Keduanya mengendarai kapal penyerang beberapa meter jauhnya ketika beberapa orang muncul di lantai dua, memanggil nama Qiu Lan dan Ye Fu tanpa henti.Qiu Lan bertanya kepada Ye Fu apakah dia akan membawa mereka bersamanya, dan Ye Fu menyipitkan matanya dan melihat kembali ke enam orang itu.
"Kamu mengambil keputusan sendiri. Kami hanya membelinya selama tiga jam. Kami tidak hanya harus memastikan bahwa kapal penyerang itu utuh, tetapi kami juga harus kembali tepat waktu. "

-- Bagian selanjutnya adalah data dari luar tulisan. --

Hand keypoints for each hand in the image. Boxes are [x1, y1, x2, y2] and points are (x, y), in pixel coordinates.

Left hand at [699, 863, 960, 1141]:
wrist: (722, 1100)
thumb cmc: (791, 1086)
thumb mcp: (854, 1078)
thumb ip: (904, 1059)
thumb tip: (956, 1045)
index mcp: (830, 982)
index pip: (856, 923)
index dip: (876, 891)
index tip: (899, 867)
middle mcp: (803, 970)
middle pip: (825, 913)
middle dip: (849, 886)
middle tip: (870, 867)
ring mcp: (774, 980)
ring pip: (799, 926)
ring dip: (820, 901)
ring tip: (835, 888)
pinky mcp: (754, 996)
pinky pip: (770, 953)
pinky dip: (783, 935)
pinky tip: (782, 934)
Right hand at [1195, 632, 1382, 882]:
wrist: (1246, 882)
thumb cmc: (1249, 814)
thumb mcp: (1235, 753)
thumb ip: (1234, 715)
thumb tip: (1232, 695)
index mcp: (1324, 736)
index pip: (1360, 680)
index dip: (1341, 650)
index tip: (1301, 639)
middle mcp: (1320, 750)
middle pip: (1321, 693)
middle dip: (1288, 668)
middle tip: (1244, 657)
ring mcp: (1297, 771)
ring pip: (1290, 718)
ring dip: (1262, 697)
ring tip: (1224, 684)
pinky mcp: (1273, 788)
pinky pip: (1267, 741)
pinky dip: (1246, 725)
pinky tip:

Qiu Lan juga sangat berkonflik, tetapi orang-orang itu adalah tetangga. di dalam gedung, dan sangat sulit untuk menolaknya. .
“Selain itu, hanya ada delapan dari mereka, dan mereka dapat duduk, jadi mari kita bawa mereka ke sana, dan biarkan mereka kembali sendiri ketika mereka membeli kapal penyerangan.” Ye Fu mengangkat alisnya, mungkin
karena alasan untuk menghidupkan kembali hidupnya, dia tidak lagi ada hubungannya dengan dia.Buatlah keputusanmu.
Dia bukan orang baik, bukan berarti tidak ada orang baik di dunia ini, dan dia tidak akan menghalangi orang lain untuk menjadi orang baik.
Berbalik dan kembali ke tangga, keenam orang itu datang dan duduk, kapal penyerang segera menjadi penuh sesak, mereka mengeluh tanpa henti tentang cuaca yang menyebalkan, Ye Fu duduk di depan dan menyalakan mesin.
“Kita juga harus membeli kapal serbu. Perahu karet semacam ini seharusnya tidak mahal, tapi sekarang harganya naik tajam. Dulu beli beberapa ribu yuan, tapi sekarang bisa dibeli puluhan ribu. ." "Kita bisa meminjamnya dan membelinya
. Seberapa mahal satu, dan air akan surut setelah hujan badai berhenti,
jadi tidak layak dibeli." terus mencoba untuk mengambil keuntungan."
Setelah itu, terjadi perselisihan, dan Qiu Lan meremas sampai Ye Berdiri di sampingnya, dia menghela nafas lemah.
"Xiao Ye, kapan hujan badai berhenti?"
Ye Fu meliriknya, Qiu Lan mengangkat bahu dan tersenyum, "Aku selalu merasa bingung, tapi untungnya nenekku baik-baik saja, Ye Fu, terima kasih.
" semakin baik, kamu tetap harus berhati-hati." Sambil berbicara, kapal penyerang sudah meninggalkan komunitas.